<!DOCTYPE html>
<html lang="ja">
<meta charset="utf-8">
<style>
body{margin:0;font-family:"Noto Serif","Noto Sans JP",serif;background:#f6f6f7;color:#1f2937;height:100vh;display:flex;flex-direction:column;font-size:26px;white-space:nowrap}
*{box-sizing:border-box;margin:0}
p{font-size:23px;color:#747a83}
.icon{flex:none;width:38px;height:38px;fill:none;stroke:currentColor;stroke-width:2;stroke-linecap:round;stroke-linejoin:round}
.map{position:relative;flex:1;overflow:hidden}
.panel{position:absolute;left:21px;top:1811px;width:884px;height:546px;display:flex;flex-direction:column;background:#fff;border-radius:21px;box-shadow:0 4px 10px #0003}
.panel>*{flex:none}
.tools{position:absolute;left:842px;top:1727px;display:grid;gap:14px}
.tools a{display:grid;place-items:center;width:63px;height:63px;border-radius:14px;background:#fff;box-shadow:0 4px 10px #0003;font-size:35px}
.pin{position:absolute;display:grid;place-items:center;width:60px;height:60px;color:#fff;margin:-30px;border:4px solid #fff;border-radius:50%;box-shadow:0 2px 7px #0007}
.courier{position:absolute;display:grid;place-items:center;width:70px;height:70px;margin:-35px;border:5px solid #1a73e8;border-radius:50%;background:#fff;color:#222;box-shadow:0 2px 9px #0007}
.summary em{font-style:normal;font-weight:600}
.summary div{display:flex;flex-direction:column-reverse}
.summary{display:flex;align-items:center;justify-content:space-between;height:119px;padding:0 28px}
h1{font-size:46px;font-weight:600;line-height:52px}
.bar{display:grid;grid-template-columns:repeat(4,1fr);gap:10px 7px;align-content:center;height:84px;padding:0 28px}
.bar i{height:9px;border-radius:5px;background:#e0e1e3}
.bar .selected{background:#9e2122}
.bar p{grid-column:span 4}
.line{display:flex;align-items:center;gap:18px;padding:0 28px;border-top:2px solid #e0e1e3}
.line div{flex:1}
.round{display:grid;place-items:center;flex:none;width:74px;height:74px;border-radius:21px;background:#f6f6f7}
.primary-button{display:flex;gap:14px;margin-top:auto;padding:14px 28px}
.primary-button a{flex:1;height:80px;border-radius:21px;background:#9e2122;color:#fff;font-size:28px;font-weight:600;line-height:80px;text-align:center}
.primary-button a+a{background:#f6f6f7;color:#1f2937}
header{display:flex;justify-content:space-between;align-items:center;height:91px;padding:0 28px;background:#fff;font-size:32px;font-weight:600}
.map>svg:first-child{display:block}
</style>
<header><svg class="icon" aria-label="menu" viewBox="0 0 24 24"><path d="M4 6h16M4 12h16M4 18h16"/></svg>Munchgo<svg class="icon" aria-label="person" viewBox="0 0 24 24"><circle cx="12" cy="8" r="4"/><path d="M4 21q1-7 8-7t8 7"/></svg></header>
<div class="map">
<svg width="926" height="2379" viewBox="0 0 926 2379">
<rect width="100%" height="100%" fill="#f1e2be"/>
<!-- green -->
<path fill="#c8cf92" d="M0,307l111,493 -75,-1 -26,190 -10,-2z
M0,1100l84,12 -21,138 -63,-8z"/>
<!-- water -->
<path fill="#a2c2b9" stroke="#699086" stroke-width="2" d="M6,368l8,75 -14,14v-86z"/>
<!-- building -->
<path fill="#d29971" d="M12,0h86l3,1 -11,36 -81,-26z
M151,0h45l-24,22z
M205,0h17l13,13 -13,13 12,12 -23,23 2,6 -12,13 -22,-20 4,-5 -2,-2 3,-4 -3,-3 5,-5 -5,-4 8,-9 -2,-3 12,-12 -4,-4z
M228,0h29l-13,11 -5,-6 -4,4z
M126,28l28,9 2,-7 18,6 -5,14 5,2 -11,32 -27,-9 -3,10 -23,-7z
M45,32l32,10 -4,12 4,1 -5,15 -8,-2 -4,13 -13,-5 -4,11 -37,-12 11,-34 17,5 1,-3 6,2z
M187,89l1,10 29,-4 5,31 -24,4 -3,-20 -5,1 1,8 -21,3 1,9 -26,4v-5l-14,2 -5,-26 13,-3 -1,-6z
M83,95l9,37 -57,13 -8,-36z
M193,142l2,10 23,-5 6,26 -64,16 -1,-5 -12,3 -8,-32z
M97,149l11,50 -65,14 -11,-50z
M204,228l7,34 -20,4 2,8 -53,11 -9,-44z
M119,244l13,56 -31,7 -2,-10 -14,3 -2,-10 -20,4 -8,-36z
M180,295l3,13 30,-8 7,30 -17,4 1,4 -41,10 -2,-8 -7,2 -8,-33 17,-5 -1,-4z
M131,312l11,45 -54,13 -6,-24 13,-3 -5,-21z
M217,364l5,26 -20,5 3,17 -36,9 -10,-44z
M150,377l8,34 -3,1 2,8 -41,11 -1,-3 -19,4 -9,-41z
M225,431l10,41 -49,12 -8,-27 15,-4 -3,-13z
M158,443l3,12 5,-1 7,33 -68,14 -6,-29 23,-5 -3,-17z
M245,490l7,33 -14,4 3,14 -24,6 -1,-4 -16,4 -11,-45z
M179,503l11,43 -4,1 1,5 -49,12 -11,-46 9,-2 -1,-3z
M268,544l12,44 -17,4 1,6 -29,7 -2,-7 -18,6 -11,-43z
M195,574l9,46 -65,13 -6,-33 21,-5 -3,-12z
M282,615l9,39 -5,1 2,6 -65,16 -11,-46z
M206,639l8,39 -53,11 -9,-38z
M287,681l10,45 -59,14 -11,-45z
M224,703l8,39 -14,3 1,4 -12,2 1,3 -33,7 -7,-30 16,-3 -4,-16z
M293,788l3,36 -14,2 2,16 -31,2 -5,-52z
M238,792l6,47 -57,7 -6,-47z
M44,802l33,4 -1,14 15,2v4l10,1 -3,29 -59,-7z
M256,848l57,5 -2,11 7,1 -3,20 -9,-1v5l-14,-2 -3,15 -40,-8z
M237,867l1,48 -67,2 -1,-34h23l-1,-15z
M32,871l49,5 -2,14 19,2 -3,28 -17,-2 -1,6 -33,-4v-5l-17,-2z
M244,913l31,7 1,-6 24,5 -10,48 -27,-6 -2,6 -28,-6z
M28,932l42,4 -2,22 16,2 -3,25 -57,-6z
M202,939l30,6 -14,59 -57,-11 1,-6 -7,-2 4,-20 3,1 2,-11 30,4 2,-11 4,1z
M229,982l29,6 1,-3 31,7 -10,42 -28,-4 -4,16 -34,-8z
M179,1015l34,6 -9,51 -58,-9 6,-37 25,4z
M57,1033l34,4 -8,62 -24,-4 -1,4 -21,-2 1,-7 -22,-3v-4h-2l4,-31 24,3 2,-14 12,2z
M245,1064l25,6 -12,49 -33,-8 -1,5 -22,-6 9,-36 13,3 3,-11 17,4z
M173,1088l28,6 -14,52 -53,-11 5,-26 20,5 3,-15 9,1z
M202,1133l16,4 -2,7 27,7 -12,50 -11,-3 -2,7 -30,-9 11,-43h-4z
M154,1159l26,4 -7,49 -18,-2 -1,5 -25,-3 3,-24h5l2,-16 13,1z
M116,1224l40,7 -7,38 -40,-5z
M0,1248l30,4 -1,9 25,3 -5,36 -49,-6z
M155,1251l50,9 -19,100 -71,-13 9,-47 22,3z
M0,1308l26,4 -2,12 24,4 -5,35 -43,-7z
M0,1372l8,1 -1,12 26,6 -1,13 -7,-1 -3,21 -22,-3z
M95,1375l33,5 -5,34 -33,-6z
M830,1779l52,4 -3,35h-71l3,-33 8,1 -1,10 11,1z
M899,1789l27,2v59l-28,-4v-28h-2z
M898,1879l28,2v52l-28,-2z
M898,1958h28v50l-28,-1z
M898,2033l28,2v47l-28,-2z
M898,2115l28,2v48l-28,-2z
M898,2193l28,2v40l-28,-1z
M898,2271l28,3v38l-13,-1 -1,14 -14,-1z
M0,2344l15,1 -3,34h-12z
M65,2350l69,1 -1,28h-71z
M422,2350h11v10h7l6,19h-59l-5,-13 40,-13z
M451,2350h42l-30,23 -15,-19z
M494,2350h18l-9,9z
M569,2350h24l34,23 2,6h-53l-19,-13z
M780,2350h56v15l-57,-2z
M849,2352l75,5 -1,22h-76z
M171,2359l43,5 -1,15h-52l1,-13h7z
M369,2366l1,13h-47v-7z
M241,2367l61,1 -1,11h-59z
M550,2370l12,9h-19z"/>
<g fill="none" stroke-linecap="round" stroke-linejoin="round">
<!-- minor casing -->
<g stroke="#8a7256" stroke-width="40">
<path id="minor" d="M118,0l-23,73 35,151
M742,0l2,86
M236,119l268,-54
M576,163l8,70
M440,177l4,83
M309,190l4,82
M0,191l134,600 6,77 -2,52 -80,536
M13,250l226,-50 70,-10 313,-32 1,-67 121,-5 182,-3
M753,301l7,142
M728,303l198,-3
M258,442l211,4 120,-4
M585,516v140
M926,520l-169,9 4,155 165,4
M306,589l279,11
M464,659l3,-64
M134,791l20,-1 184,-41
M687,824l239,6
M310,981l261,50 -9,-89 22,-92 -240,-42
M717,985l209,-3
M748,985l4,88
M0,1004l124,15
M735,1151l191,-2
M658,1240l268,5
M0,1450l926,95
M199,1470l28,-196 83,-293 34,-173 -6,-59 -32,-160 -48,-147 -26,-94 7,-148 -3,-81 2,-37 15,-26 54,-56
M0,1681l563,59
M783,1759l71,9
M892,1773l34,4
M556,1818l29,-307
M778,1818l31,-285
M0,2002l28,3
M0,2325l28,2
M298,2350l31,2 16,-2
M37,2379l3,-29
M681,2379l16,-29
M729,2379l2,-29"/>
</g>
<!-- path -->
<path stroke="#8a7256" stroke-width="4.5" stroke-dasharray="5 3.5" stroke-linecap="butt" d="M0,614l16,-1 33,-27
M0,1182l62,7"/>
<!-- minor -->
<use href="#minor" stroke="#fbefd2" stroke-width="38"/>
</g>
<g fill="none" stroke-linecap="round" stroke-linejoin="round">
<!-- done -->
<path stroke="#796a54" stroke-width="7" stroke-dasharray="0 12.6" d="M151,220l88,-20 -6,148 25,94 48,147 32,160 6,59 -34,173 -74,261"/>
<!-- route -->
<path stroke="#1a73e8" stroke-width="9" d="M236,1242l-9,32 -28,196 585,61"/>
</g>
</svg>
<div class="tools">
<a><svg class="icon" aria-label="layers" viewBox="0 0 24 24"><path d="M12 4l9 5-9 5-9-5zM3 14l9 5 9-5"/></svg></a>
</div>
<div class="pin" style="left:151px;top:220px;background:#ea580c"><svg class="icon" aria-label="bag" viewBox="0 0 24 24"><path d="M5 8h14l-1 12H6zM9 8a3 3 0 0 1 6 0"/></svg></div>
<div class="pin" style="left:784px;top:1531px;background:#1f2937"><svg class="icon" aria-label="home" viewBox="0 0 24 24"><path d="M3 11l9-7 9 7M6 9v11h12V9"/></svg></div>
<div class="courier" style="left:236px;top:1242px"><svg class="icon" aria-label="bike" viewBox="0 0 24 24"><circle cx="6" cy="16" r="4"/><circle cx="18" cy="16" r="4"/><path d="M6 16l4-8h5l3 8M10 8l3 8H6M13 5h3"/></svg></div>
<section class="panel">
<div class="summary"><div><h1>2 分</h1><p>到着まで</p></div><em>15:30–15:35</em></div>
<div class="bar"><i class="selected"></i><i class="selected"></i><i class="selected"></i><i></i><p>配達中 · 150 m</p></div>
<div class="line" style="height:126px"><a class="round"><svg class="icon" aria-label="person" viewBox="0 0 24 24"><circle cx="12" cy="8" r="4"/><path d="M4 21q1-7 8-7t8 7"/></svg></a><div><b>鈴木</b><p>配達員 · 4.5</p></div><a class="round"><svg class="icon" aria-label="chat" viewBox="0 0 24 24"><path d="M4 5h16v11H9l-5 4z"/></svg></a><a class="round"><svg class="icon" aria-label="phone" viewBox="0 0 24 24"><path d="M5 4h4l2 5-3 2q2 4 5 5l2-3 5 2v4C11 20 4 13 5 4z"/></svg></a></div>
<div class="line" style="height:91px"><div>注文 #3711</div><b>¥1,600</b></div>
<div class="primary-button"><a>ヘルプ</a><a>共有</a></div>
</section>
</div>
┄┄┄┄┄┄┄┄┄┄┄┄┄┄┄┄┄┄┄┄
**Task item:**
Only the number is wanted: how many lines above include the word "tools"?

**Answer space:**
3